Sunday, September 28, 2014

Saturday and Sunday: Three Good Things about One Quick Birmingham Overnight

I
An unexpected historical marker at the largest and most beautiful welcome center in Alabama.


History at a rest stop. Who knew?

II
Family gathered on a new front porch to meet me upon arrival, Halloween decorations in evidence.


III
A sleepy bee on lantana, which clung to the dog's tail when Betsy (the dog) was a bit too enthusiastic about seeing it.


Cue laughter.

Friday, September 26, 2014

Pie in the Sky

Suddenly, new signs have cropped up on 41A: Discover Tennessee Trails & Byways: Pie in the Sky, MoonPies to Mountain Highs Trail. Curious, I Googled the sign and found this site. A long and winding route, this promises a fascinating journey I need to take.



I'm pleased to see these stops featured and wonder if other local folks have run right home to the computer as I did. I hope so!



Thursday, September 25, 2014

One *Big* Bug

On my way uphill to the car, I saw something huge flying, glimmering and flapping.
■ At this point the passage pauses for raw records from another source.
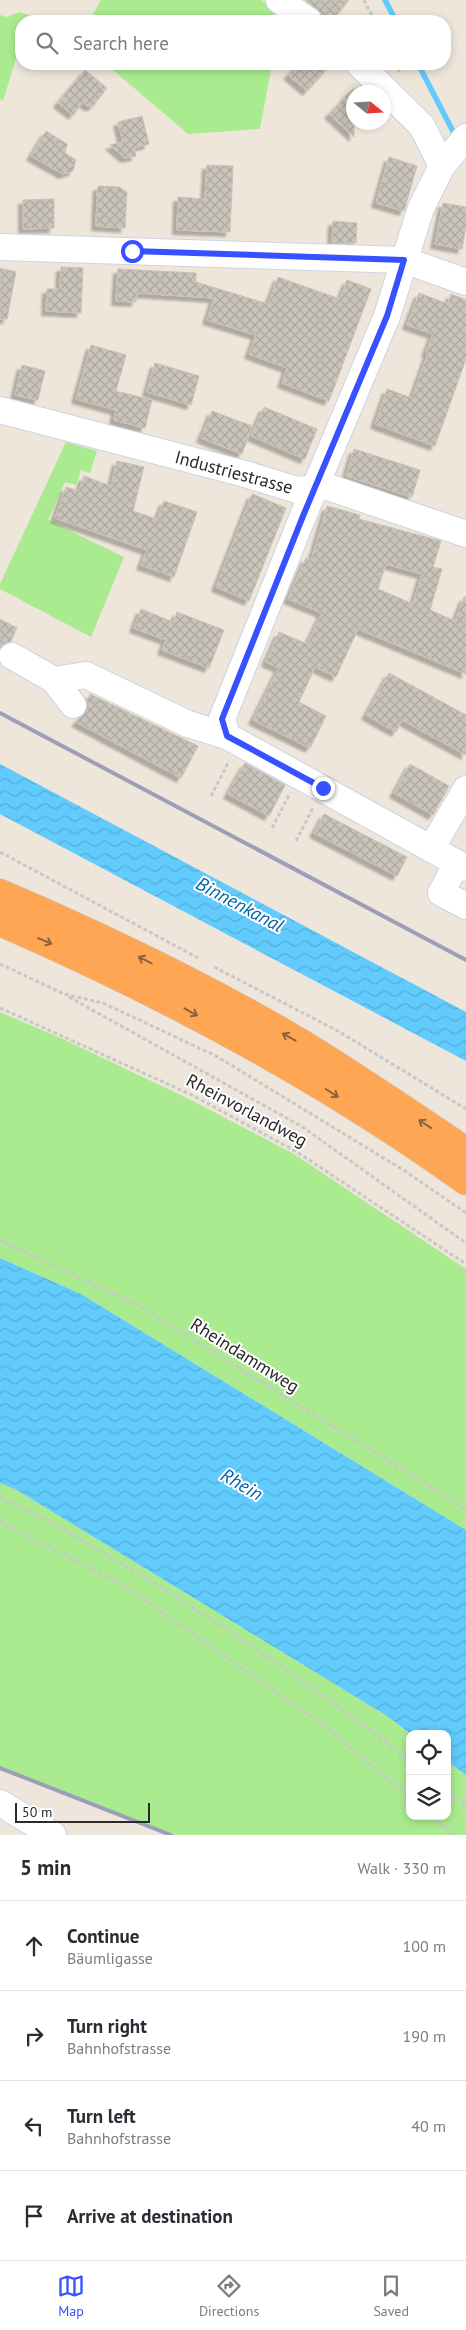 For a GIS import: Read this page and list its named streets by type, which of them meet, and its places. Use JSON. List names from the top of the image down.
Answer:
{
  "streets": {
    "street": ["Industriestrasse"],
    "path": ["Rheinvorlandweg", "Rheindammweg"]
  },
  "water": ["Binnenkanal", "Rhein"],
  "scale_bar": "50 m",
  "north": "right",
  "page": {
    "search": "Search here",
    "scale": "50 m",
    "heading": ["5 min", "Walk · 330 m"],
    "list": [
      ["Continue", "Bäumligasse", "100 m"],
      ["Turn right", "Bahnhofstrasse", "190 m"],
      ["Turn left", "Bahnhofstrasse", "40 m"],
      "Arrive at destination"
    ],
    "nav": ["Map", "Directions", "Saved"]
  }
}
I watched where it landed, waited a moment, and then headed slowly toward it.

Here's what I saw.



I have always wanted to see one of these big guys fly, and now words fail me. Someone else's video will have to do:

Wednesday, September 24, 2014

That Kind of Day

when sky is so blue you remember if only a moment that it's only blue for us on Earth and not black and this blue is ultramarine and sun so bright it casts hard shadows all day sparkling water and burning fall leaves and grasses like dry ice, cool and hot colors all at once so creatures slip in and our like beach bathers only in search of heat not a tan, and my camera lens can't determine if there's too much light or not enough, and everything looks beautiful, especially the two Clamp-tipped Emeralds, those big dragonflies I see up close and personal for the very first time:

that's the kind of day it was.

Tuesday, September 23, 2014

Seeing *Is* Believing

What the camera saw in Abbo's Alley this afternoon.


What I saw.


Who's to say which is "seeing"?







Monday, September 22, 2014

Autumnal Equinox

9:29 PM CT tonight.

But fall has already begun with wind, cool temperatures, and a profusion of browns, reds, and golds.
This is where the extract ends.